In her sophomore season in 2020–2021, she played in 26 games and was third on the team in steals.

In the 2021–2022 season, she was considered Arizona's top reserve, playing in all 29 games and starting in 4. She averaged 21.5 minutes of playtime per game, with an average of 2.4 assists and 1.7 steals. She was named Pac-12 All Defensive Team Honorable Mention.

During her senior season of 2022–2023, Pueyo was named on the Pac-12 All-Defensive Team as well as on the Naismith Defensive Player of the Year Midseason Watchlist. She played in all 32 season games and started in six. She had an average of 2.3 steals per game, the best on the Arizona team and second-best in Pac-12 that season. She also led the team with 21 blocks and a 2.6 assist-to-turnover rate.

In her last season, 2023–2024, she was named All-Pac-12 Team as well as Pac-12 All-Defensive Team. She is the program record holder for career steals, and fifth in Pac-12 history with 312 total steals. She is also the program record holder for single-season steals with 110, fourth in Pac-12 history. She is the first Pac-12 player since 2018 to have 100+ steals in a single season.

== Professional career ==
She played for Segle XXI in Spain's Liga Femenina 2 in from 2017 to 2019. She averaged 13 points, three assists, and two steals per game. Her scoring rates were 51% from the field, 37% for three-pointers, and 85% from the free throw line.

Pueyo was selected in the second round, as the 22nd overall draft pick of the 2024 WNBA draft by the Connecticut Sun. She is the 12th Spanish player and the 13th Arizona player to be drafted into the WNBA. Coach Stephanie White describes Pueyo as "a player who makes winning plays. Her assist-to-turnover ratio is excellent, and with low usage... she is a player who can move the ball on offense and who can defend on the other site of the court." On 10 May 2024, Pueyo was waived by the Connecticut Sun.

She signed with Basket Zaragoza of the Spanish Liga ACB on 7 May 2024.

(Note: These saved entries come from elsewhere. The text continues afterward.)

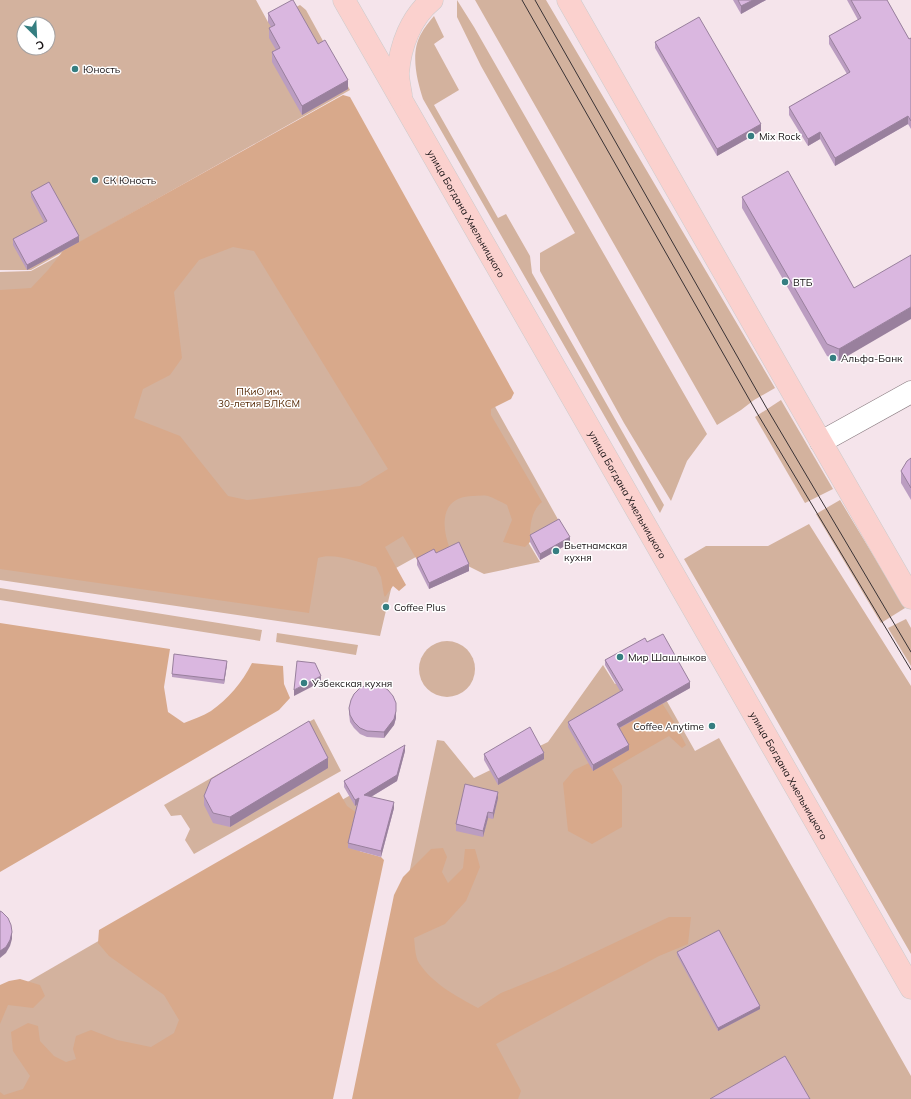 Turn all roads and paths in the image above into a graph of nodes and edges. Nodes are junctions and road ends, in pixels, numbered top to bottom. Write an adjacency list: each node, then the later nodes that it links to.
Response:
1 (344, 0): 4 (main road, улица Богдана Хмельницкого)
2 (432, 0): 4 (main road)
3 (569, 4): 6 (main road)
4 (402, 101): 8 (main road, улица Богдана Хмельницкого)
5 (911, 392): 6 (main road)
6 (821, 442): 7 (main road)
7 (911, 598)
8 (911, 988) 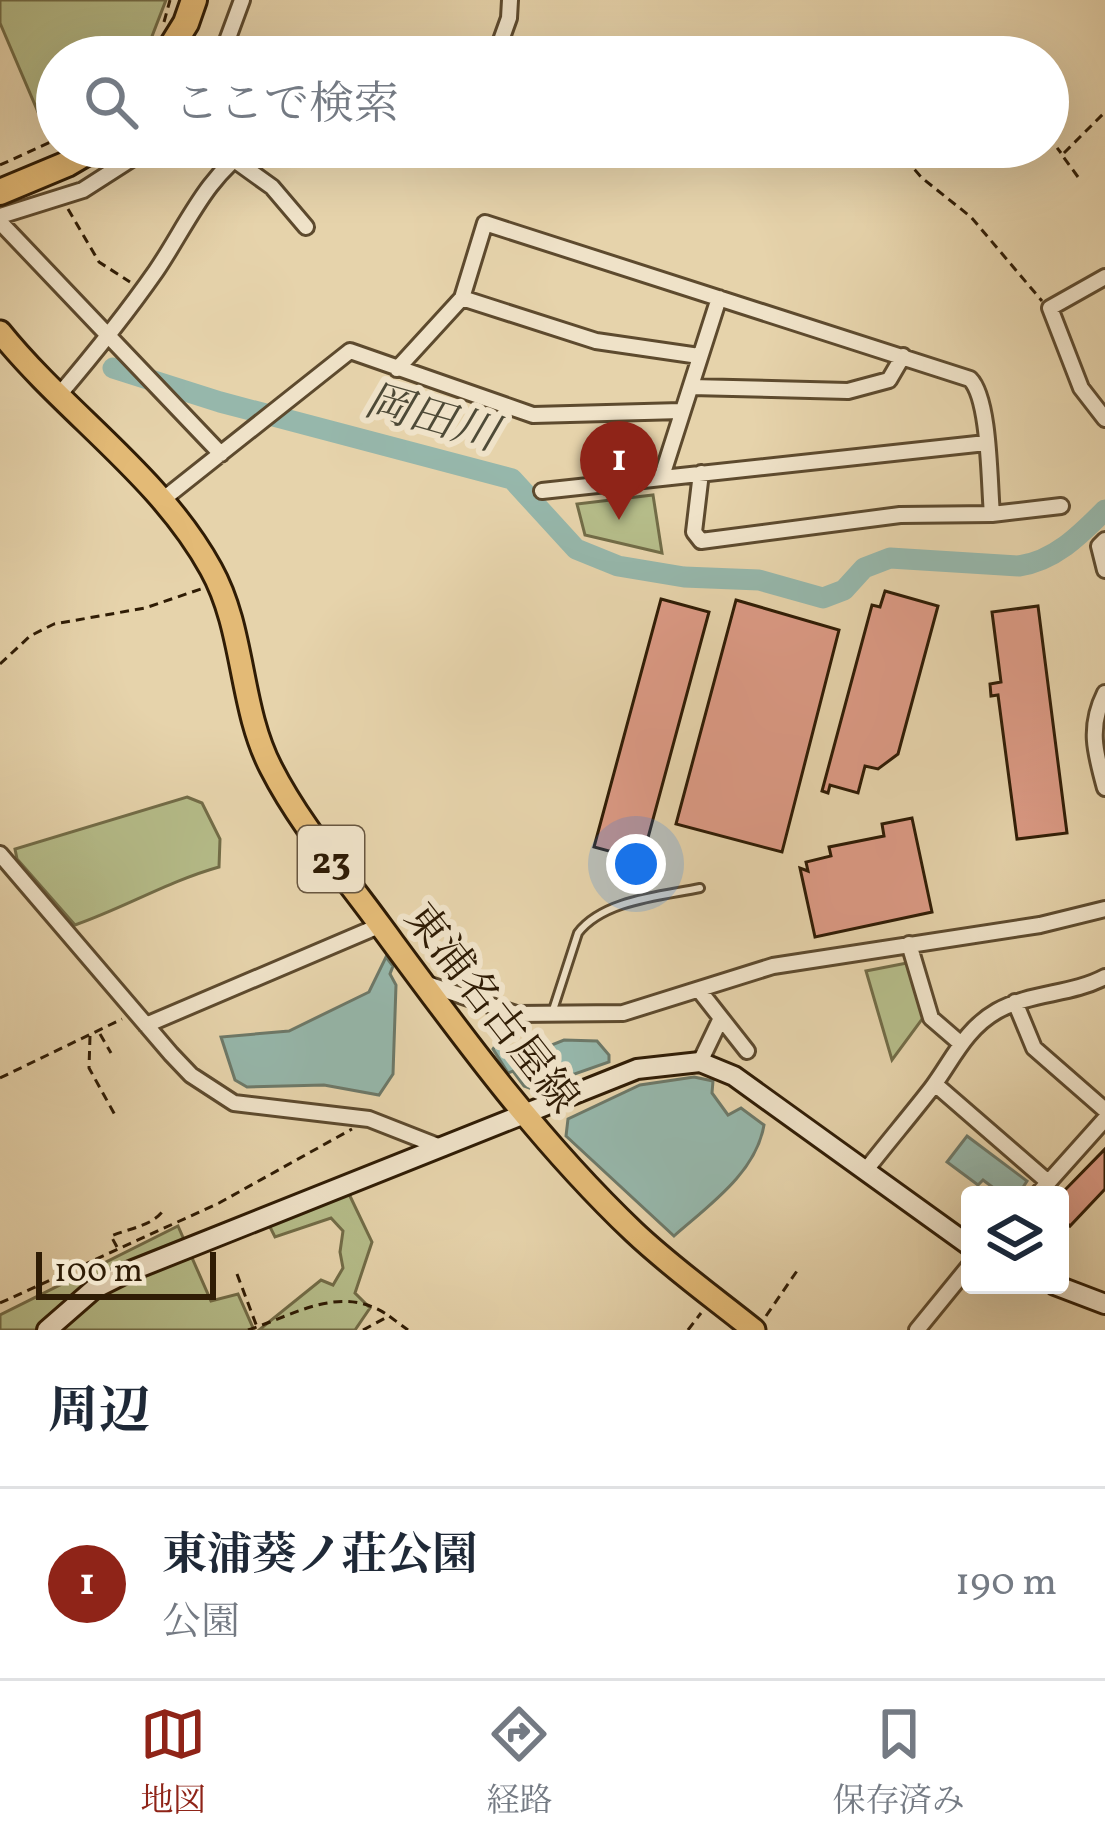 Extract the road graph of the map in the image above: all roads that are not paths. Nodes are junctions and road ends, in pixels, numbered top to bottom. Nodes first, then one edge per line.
1 (194, 0) edge
2 (207, 0) edge
3 (242, 0) edge
4 (510, 0) edge
5 (178, 36) edge
6 (192, 36) edge
7 (229, 36) edge
8 (503, 36) edge
9 (36, 162) edge
10 (57, 168) edge
11 (121, 168) edge
12 (221, 168) edge
13 (249, 168) edge
14 (0, 178) edge
15 (0, 192) edge
16 (0, 219) edge
17 (306, 227) dead end
18 (1105, 277) edge
19 (462, 298) junction
20 (719, 298) junction
21 (0, 332) edge
22 (109, 336) junction
23 (699, 356) junction
24 (903, 356) junction
25 (397, 369) junction
26 (691, 387) junction
27 (59, 395) junction
28 (681, 411) junction
29 (1105, 419) edge
30 (986, 443) junction
31 (221, 454) junction
32 (701, 473) junction
33 (662, 476) junction
34 (542, 491) dead end
35 (160, 501) junction
36 (1061, 506) dead end
37 (992, 514) junction
38 (1105, 540) edge
39 (1105, 570) edge
40 (1105, 693) edge
41 (1105, 788) edge
42 (0, 854) edge
43 (700, 888) dead end
44 (1105, 909) edge
45 (381, 926) junction
46 (909, 944) junction
47 (1105, 977) edge
48 (422, 982) junction
49 (699, 989) junction
50 (1015, 1002) junction
51 (551, 1017) junction
52 (721, 1018) junction
53 (146, 1025) junction
54 (960, 1043) junction
55 (747, 1052) dead end
56 (700, 1062) junction
57 (935, 1084) junction
58 (521, 1113) junction
59 (1105, 1114) edge
60 (443, 1148) junction
61 (866, 1170) junction
62 (1048, 1182) junction
63 (1045, 1186) edge
64 (961, 1239) edge
65 (961, 1275) edge
66 (1069, 1290) edge
67 (1105, 1304) edge
68 (758, 1325) edge
69 (47, 1330) edge
70 (917, 1330) edge

1 - 5 highway
2 - 6 highway
3 - 7 street
4 - 8 street
9 - 14 highway
10 - 15 highway
11 - 16 street
12 - 22 street
13 - 17 street
16 - 22 street
18 - 29 street
19 - 20 street
19 - 23 street
19 - 25 street
20 - 23 street
20 - 24 street
21 - 27 main road, 東浦名古屋線 / 23
22 - 27 street
22 - 31 street
23 - 26 street
24 - 26 street
24 - 30 street
25 - 28 street
25 - 31 street
26 - 28 street
27 - 35 main road, 東浦名古屋線 / 23
28 - 33 street
30 - 32 street
30 - 37 street
31 - 35 street
32 - 33 street
32 - 37 street
33 - 34 street
35 - 45 main road, 東浦名古屋線 / 23
36 - 37 street
38 - 39 street
40 - 41 street
42 - 53 street
43 - 51 lane
44 - 46 street
45 - 48 main road, 東浦名古屋線 / 23
45 - 53 street
46 - 49 street
46 - 54 street
47 - 50 street
48 - 51 street
48 - 58 main road, 東浦名古屋線 / 23
49 - 51 street
49 - 52 street
50 - 54 street
50 - 59 street
52 - 55 street
52 - 56 street
53 - 60 street
54 - 57 street
56 - 58 street
56 - 61 street
57 - 61 street
57 - 62 street
58 - 60 street
58 - 68 main road, 東浦名古屋線 / 23
59 - 62 street
60 - 69 street
61 - 64 street
62 - 63 street
65 - 70 street
66 - 67 street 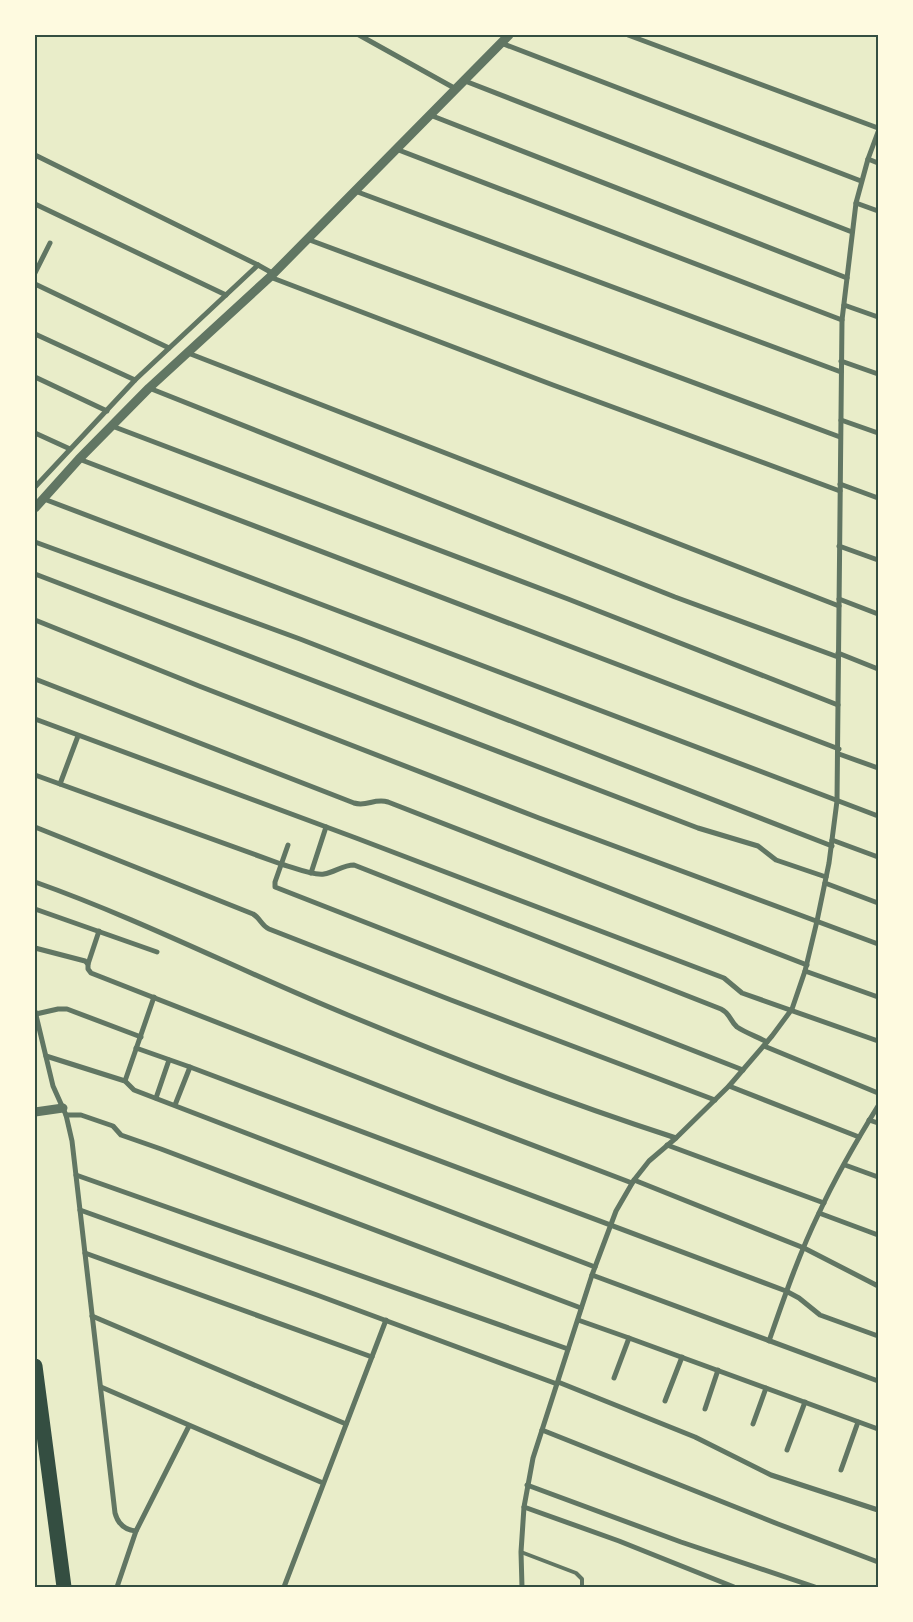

== National team career ==
In 2017, Pueyo played in the 2017 U16 European Championships, guiding Spain to the quarterfinals while averaging 11 points, five rebounds, and four assists per game. She averaged 28 minutes of playtime.

In the summer of 2018, she helped lead Spain to a silver medal at the 2018 U18 European Championships, while averaging eight points and four rebounds per game. At the 2018 U17 World Cup, she played 23 minutes per game and average nine points, four rebounds, and over two assists per game, helping Spain reach the quarterfinals.

In 2019, she helped lead Spain to a bronze medal at the 2019 U19 World Cup and a Quarterfinal appearance at the 2019 U18 European Championships. She average 9.4 points, 5.5 rebounds, 2.7 steals, 2.6 assists in the summer of 2019.

==Career statistics==

===College===

| Year | Team | GP | GS | MPG | FG% | 3P% | FT% | RPG | APG | SPG | BPG | TO | PPG |
| 2019–20 | Arizona | 29 | 1 | 21.6 | 39.1 | 38.3 | 77.3 | 2.7 | 1.9 | 1.4 | 0.3 | 1.3 | 6.7 |
| 2020–21 | Arizona | 26 | 0 | 21.5 | 32.3 | 34.3 | 75.0 | 3.5 | 1.3 | 1.5 | 0.5 | 0.8 | 3.7 |
| 2021–22 | Arizona | 29 | 4 | 21.5 | 39.1 | 36.4 | 85.7 | 1.9 | 2.4 | 1.7 | 0.6 | 0.8 | 3.4 |
| 2022–23 | Arizona | 32 | 6 | 25.1 | 50.8 | 31.4 | 85.7 | 2.9 | 2.7 | 2.3 | 0.7 | 1.0 | 5.3 |
| 2023–24 | Arizona | 34 | 34 | 36.8 | 48.0 | 37.5 | 81.1 | 3.7 | 3.6 | 3.2 | 0.9 | 1.5 | 9.7 |
| Career |  | 150 | 45 | 25.8 | 43.4 | 36.2 | 81.1 | 3.0 | 2.4 | 2.1 | 0.6 | 1.1 | 5.9 |
Statistics retrieved from Sports-Reference.